The third equation is the energy conservation equation:

$$\rho \left({\displaystyle \frac{\partial e}{\partial t}}+{\mathrm{v}}_i{e}_{,i}\right)={\sigma }_{ij}{\mathrm{v}}_{j,i}-q_{i,i}$$

(4)

where $e$ is the internal energy, $\mathrm{J}$, $k$ is the thermal conductivity coefficient for air, $\mathrm{W}/\left(\mathrm{m}\mathrm{K}\right)$, and $q$ is the heat flux determined from Fourier’s law $q_i=-k{T}_{,i}$, $\mathrm{W}/{\mathrm{m}}^2$, $T$ is the temperature, $\mathrm{K}$.

Equations (1)–(4) were solved numerically using the finite volume method.

The above equations are valid for laminar flows. For real flow, the presence of vortex flows must be taken into account. Their behaviour is reflected in various turbulence models. The SST k–ω model was used for the described analysis due to its advantages in calculating parameters related to both free flows and boundary layers [25,26]. This model accurately simulates jet separation and is less susceptible to errors when boundary conditions change, which makes it numerically stable. Additionally, it is characterized by moderate computational requirements, making it a common choice for CFD analyses.

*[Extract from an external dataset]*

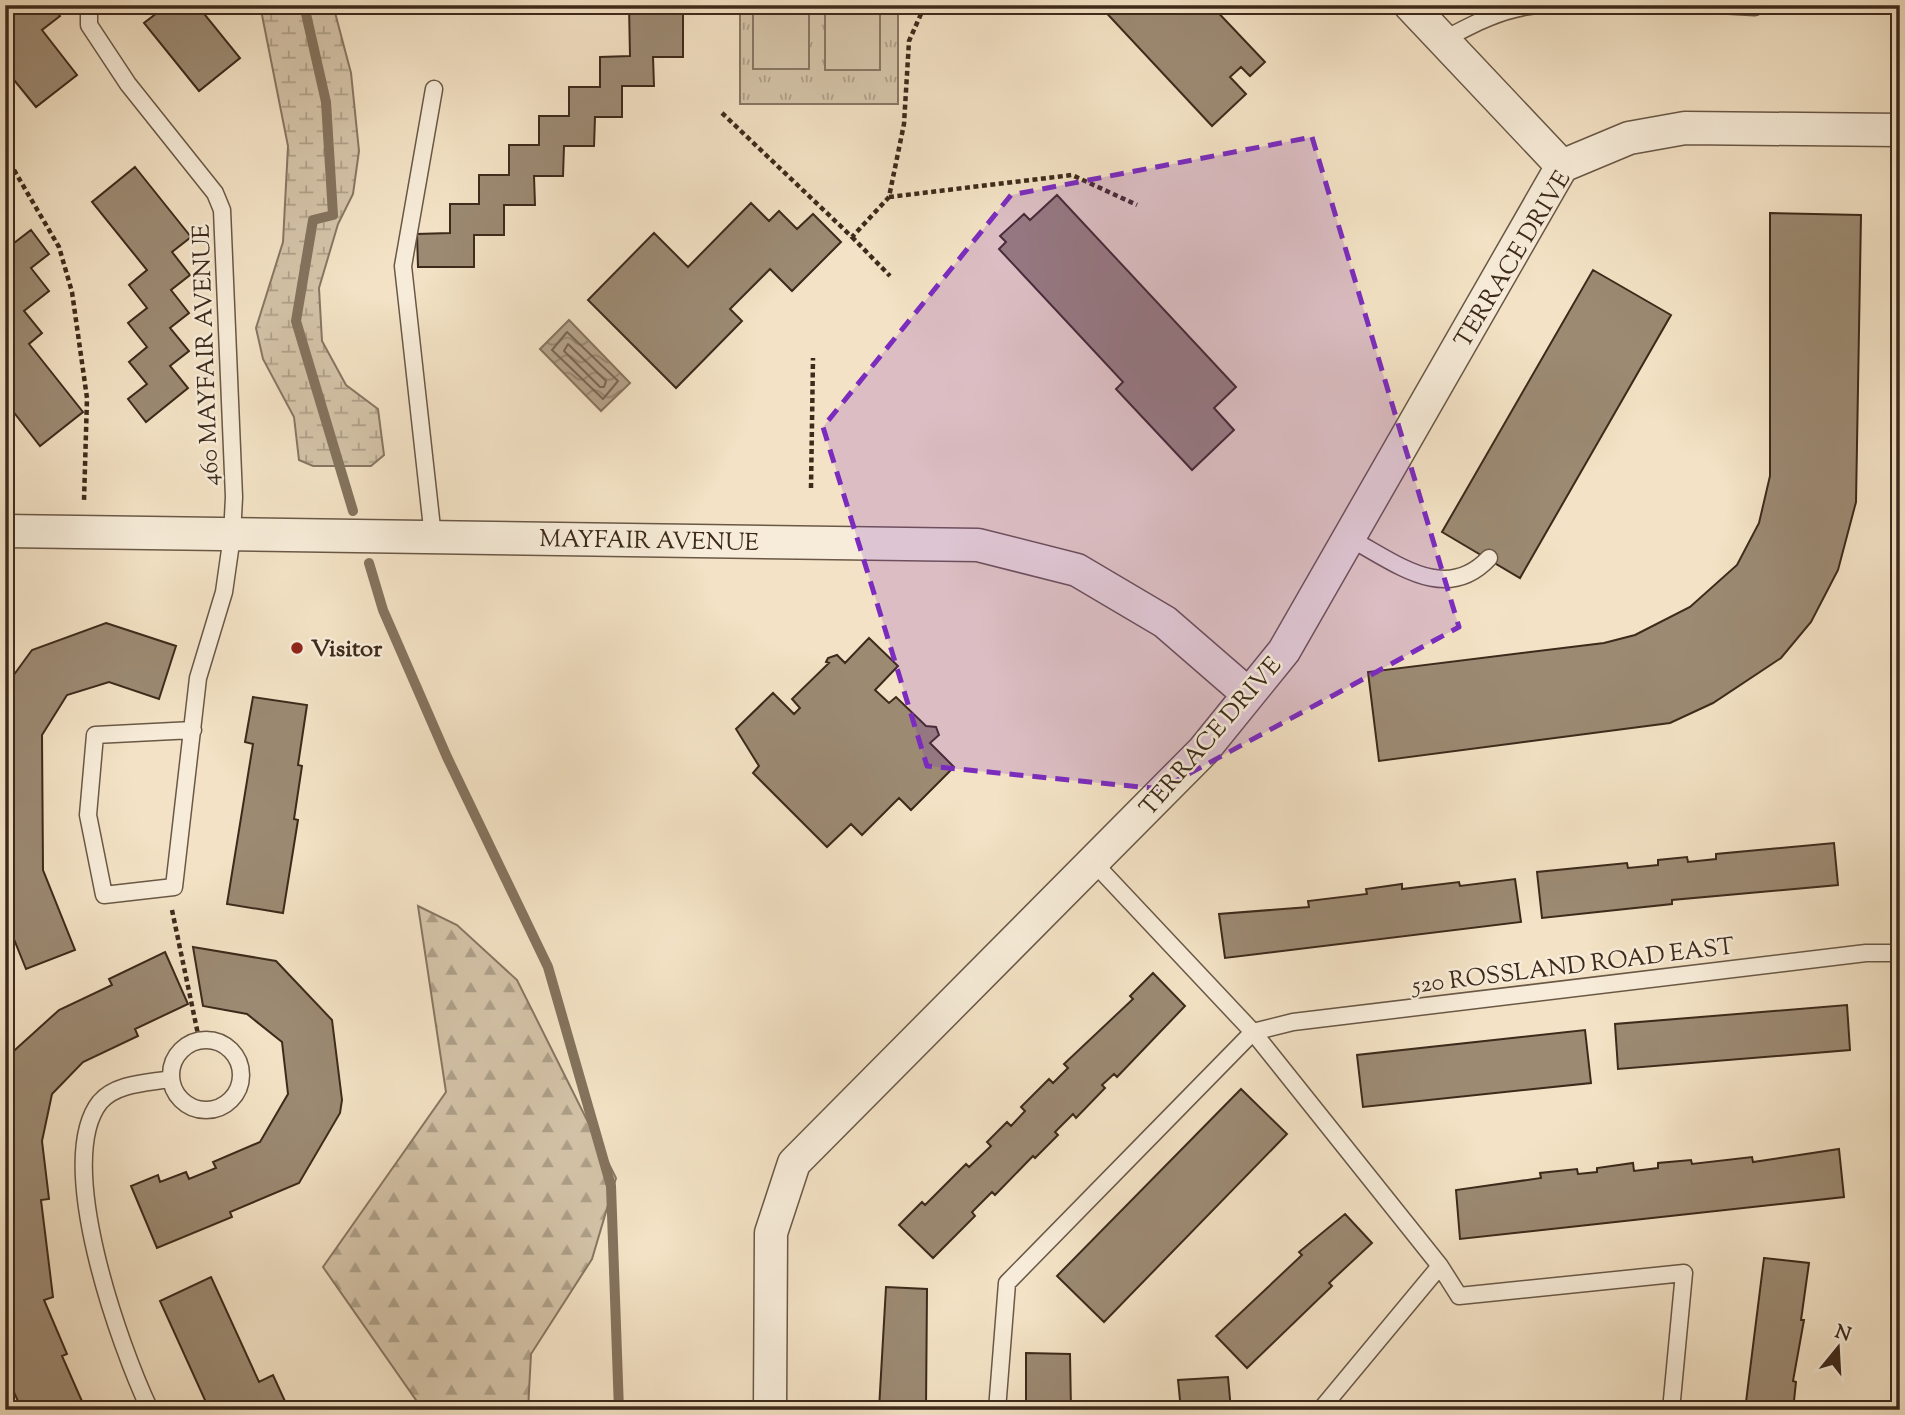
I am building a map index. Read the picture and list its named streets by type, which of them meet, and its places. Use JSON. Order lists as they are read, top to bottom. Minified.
{"streets":{"street":["TERRACE DRIVE","MAYFAIR AVENUE"],"lane":["460 MAYFAIR AVENUE","520 ROSSLAND ROAD EAST"]},"crossings":[["TERRACE DRIVE","MAYFAIR AVENUE"],["460 MAYFAIR AVENUE","MAYFAIR AVENUE"]],"places":["Visitor"],"north":"top"}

In the analysis of gas flow through the nozzle, the boundary conditions were temperature and gas velocity. The dynamic pressure and temperature were defined at the outlet. Heat transfer was determined by convection on the nozzle inner wall and turbine cone. The wall thickness was assumed to be 3 mm. Calculations were performed for an ambient pressure of 100,330 Pa. The boundary conditions are presented in Table 1. The gas velocities used in the table were estimated based on the dynamic pressure measured during the experiment. The heat transfer coefficient results assumed for the boundary condition are explained in the next step and are based on the data in

Table 2. Parameter values used for calculations using Formula (5).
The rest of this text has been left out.